Skip to main content

Arculix MFA plugin for Linux

Multi-Factor Authentication (MFA) is an extra layer of security used when logging into websites or apps. Individuals are authenticated through more than one required security and validation procedure that only they know or have access to.

You can add MFA to Linux through the Arculix MFA plugin. It's easy to deploy, customizable, and secure.


  • Configured Arculix instance and user account with administrative privileges for Arculix.

  • Supported Linux operating system:

    • CentOS / Red Hat Enterprise Linux (RHEL) 7.0+

    • Fedora 34+

    • Debian 10+

    • Ubuntu 20.4+

Add Linux application in Arculix

Add an application in Arculix for Linux.

  1. Log in to Arculix with an administrative account and go to Applications.

  2. Click Create New Application.

    Create new application
  3. In the New Application form, on the General tab, set the following configurations:


    Set the name of the application. This is the name to display for push notifications, in the Admin panel, Application portal, and audit logs.

    For example, Linux-SSH.


    Set to SSH Plugin [ssh].

    Out of Band Methods 

    Select the allowed methods end users can choose to approve MFA requests.

    For example, Arculix Mobile app (push notifications), SMS, or Security Key.

    Message for MFA Requests 

    Optional. Type a message displayed to end users when sending an MFA request via push notification, SMS, or email.

  4. Save your changes.

  5. Open the Linux application again and go to the Advanced tab.

  6. Copy the UID and Secret.

    You will need these values during the configuration section of the Arculix MFA plugin for Linux.


    Treat your UID and Secret code like any sensitive credential. Do not share this with unauthorized individuals or send it in an email.

Install Arculix MFA plugin for Linux

  1. From the Arculix Download Center, download the Arculix MFA plugin for Linux.

    Be sure to download the plugin specific to your Linux operating system.

  2. Upload the plugin files to your Linux machine.

  3. Install the package files specific to your Linux operating system.

Linux configuration

This section provides instructions on how to enable the Arculix MFA plugin on your Linux machine for ssh, su, sudo, and console authentications.

  1. Run the Arculix configurator using the following command:

    sudo pam_arculix_configure
  2. Type 1 to insert the UID and Secret you obtained earlier when creating the Linux application in Arculix.

  3. Re-run the Arculix configurator using the following command:

    sudo pam_arculix_configure
  4. Type the number of a service to which you want enable Arculix MFA. Repeat this for each service that you want to enable.

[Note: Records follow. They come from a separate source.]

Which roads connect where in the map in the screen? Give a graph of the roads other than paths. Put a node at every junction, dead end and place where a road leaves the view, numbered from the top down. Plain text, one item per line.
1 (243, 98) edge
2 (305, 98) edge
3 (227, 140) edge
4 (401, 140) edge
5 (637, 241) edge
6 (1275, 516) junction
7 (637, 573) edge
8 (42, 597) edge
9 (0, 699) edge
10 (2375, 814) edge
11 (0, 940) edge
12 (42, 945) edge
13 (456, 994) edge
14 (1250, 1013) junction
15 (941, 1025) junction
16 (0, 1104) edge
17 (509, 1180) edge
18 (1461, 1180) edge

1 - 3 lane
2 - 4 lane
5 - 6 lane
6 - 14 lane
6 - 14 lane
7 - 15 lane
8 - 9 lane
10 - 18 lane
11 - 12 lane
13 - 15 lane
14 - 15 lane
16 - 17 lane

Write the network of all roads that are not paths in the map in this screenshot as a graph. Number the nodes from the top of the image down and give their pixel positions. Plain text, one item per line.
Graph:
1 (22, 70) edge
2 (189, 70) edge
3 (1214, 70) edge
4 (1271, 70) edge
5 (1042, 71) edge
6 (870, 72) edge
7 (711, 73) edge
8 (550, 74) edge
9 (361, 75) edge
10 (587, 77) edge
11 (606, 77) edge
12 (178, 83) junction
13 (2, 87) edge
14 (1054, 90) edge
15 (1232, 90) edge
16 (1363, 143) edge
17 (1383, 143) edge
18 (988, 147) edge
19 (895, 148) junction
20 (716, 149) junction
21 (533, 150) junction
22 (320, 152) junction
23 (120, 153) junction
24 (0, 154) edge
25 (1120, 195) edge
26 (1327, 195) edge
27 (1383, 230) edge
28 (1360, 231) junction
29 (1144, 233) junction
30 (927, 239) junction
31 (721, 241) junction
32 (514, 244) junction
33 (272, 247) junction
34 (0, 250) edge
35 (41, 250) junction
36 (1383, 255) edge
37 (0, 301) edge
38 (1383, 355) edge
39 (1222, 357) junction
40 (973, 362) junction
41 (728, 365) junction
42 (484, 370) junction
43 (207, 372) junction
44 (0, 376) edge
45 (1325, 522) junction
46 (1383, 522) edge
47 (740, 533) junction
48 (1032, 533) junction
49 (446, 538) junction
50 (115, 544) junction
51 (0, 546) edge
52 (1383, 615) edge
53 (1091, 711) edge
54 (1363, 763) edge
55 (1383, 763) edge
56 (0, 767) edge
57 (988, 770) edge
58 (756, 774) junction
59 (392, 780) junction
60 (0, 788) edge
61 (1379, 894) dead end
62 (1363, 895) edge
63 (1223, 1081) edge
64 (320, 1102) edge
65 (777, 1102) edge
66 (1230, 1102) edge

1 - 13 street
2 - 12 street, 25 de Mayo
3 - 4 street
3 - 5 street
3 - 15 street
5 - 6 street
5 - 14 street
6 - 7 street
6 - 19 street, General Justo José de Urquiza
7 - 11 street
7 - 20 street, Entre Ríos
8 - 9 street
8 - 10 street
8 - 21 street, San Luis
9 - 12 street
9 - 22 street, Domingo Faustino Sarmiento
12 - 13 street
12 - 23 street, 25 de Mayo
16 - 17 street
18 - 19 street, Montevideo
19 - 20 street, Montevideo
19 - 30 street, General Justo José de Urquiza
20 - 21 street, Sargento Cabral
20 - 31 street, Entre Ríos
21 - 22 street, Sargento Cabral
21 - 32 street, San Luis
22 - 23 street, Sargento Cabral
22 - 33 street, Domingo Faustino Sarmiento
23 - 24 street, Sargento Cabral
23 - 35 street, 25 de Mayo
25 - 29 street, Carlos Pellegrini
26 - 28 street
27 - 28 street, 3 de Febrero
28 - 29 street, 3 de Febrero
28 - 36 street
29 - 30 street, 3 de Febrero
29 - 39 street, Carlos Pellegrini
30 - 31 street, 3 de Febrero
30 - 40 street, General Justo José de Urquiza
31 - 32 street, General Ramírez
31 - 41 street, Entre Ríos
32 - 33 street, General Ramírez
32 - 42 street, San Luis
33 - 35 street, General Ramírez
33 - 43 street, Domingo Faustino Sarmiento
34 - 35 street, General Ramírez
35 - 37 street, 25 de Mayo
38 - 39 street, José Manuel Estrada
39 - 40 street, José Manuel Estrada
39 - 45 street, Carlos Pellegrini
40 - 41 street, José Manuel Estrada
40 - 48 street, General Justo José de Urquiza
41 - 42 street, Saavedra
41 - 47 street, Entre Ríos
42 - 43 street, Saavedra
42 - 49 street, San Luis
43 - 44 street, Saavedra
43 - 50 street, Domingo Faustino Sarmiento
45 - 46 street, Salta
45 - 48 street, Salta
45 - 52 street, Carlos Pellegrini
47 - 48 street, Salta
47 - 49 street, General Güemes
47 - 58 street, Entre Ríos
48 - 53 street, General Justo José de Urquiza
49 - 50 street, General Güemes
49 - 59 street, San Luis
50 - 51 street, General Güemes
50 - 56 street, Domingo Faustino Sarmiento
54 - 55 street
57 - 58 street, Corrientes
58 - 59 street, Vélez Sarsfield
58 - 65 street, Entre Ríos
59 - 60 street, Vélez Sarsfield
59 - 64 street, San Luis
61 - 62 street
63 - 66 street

    Type 2 to enable Arculix MFA for SSH


    Type 3 to enable Arculix MFA for su


    Type 4 to enable Arculix MFA for sudo


    Type 5 to enable Arculix MFA for login


    Type 6 to enable Arculix MFA for gdm-password


    The configurator does not automatically restart the SSH service to prevent any unwanted disconnections. You will need to apply the changes and restart the service in the next step.

  5. Once you've made the changes, apply them to the SSH service using the following command:

    sudo systemctl restart sshd

Test your setup

  1. Connect to your Linux machine via the console or SSH, or try to use su or sudo commands on your Linux box.

  2. After successful authentication, it prompts you to select your preferred Arculix MFA method.

  3. Approve the authentication request in Arculix Mobile.

  4. You are now authenticated in Linux.